Warna-warni (heteroglossia) pemikiran tersebut dalam sejarah perkembangan ilmu pengetahuan terbukti telah memainkan peranan penting dalam menyediakan alat intelektual yang sangat membantu perkembangan beberapa disiplin ilmu. Misalnya, dalam kancah perbincangan Psikologi, gerakan intelektual semacam itu telah melahirkan kesadaran untuk mengabsahkan perbedaan dan bahkan kontradiksi epistemologis, ontologis, hingga pandangan dunia etika-politis yang turut menentukan kemajuan Psikologi sejak paroh kedua abad ke-18 hingga abad ke-19 M. Tidak sedikit tokoh-tokoh Barat ternama bermunculan di akhir abad ke-19 berikut karya-karya dan pengikut utama mereka, seperti Imanuel Kant, F. A. Lange, Johanes Muller, Wilhelm Dilthey, Karl Marx, Lev Vygotsky, dan Klaus Holzkamp.
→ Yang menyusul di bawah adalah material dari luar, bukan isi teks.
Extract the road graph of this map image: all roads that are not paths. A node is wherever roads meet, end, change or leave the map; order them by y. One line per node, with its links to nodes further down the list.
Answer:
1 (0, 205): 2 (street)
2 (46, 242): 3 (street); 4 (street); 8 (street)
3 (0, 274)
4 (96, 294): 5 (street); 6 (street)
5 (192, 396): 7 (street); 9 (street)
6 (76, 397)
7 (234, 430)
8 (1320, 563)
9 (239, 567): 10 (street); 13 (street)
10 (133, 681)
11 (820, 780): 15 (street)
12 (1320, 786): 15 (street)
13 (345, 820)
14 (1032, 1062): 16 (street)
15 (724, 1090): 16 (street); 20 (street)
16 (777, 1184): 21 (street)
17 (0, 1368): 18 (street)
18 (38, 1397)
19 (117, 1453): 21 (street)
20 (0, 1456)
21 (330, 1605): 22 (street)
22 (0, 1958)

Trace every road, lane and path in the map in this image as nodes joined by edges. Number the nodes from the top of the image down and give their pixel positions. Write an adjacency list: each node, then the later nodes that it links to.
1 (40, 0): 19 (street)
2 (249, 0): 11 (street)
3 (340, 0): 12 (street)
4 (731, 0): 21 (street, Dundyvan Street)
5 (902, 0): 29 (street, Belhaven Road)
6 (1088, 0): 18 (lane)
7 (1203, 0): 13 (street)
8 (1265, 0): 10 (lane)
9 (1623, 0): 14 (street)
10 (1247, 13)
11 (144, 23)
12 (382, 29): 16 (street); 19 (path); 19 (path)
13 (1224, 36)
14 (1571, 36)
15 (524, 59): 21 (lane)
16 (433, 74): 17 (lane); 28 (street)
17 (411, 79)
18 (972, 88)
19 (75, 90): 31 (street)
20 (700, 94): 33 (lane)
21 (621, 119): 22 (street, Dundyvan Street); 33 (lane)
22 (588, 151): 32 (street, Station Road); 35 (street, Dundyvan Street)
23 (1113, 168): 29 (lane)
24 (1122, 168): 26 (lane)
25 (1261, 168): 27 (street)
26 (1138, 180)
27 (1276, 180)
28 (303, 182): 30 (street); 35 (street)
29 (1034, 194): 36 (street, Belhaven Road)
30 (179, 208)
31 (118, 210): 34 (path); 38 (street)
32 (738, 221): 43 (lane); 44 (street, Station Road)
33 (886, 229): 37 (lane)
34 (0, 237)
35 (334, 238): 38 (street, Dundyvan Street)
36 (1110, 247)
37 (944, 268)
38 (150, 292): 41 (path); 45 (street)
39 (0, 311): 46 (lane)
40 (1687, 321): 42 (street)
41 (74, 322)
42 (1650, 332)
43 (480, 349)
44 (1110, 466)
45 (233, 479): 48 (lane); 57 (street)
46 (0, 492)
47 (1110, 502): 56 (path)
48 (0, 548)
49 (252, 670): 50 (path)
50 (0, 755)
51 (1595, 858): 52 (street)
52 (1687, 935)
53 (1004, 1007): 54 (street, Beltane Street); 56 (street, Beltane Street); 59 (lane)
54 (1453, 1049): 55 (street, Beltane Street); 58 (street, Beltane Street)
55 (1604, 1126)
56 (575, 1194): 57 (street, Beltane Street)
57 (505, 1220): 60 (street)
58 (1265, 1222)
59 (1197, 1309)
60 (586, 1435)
Jadi, di sinilah terletak rahasianya, kenapa perguruan tinggi disebut sebagai lembaga akademik, karena dia dipandang sebagai arena perhelatan masyarakat terdidik atau berilmu yang sanggup untuk--bukan hanya menyampaikan kebenaran--tetapi juga bersedia mendengarkan pendapat dan pandangan orang lain yang memiliki pula peluang atas kebenaran.
Sejarah perkembangan disiplin Psikologi menunjukkan, bahwa kemajuan-kemajuan yang dicapai selama paling tidak dua ratus tahun, bukan hanya dapat dilihat dari adanya akumulasi fakta-fakta, penyelesaian masalah, induksi, dan eksplanasi atas berbagai anomali pengetahuan, tetapi lebih dari itu dinamika kajian di kawasan lain seperti Sosiologi, Politik, dan Ekonomi merupakan faktor-faktor yang secara signifikan turut mempertajam pemahaman teoritis dan dinamika praktis dalam disiplin Psikologi. Tokoh-tokoh penting bagi kemajuan Psikologi di atas sebenarnya bukan para sarjana yang lahir dari rahim disiplin ini, sebaliknya mereka adalah pemikir-pemikir eksternal yang juga menekuni bidang ilmu sosial lainnya. Pengalaman serupa termasuk yang dialami oleh masyarakat Muslim di era dan di belahan dunia yang lain, tepatnya di abad ke-9-14 M. di Timur Tengah. Di tengah-tengah peradaban Mediteranian inilah disiplin Psikologi mengalami kemajuan yang sangat pesat melalui pemikiran tokoh-tokoh agama yang ahli di bidang filsafat dan ilmu pengetahuan. Ibnu Sina, al-Razi, Ibnu Miskawaih, al-Ghazali, al-Halabi, Ali bin Abbas, al-Jaghmini, al-Jurjani, dan lain-lain merupakan figur-figur agamawan dan juga intelektual yang telah memperkaya khazanah Psikologi melalui masterpiece mereka masing-masing, sebagai hasil dari proses kritik dan pergumulan intelektual selama berabad-abad.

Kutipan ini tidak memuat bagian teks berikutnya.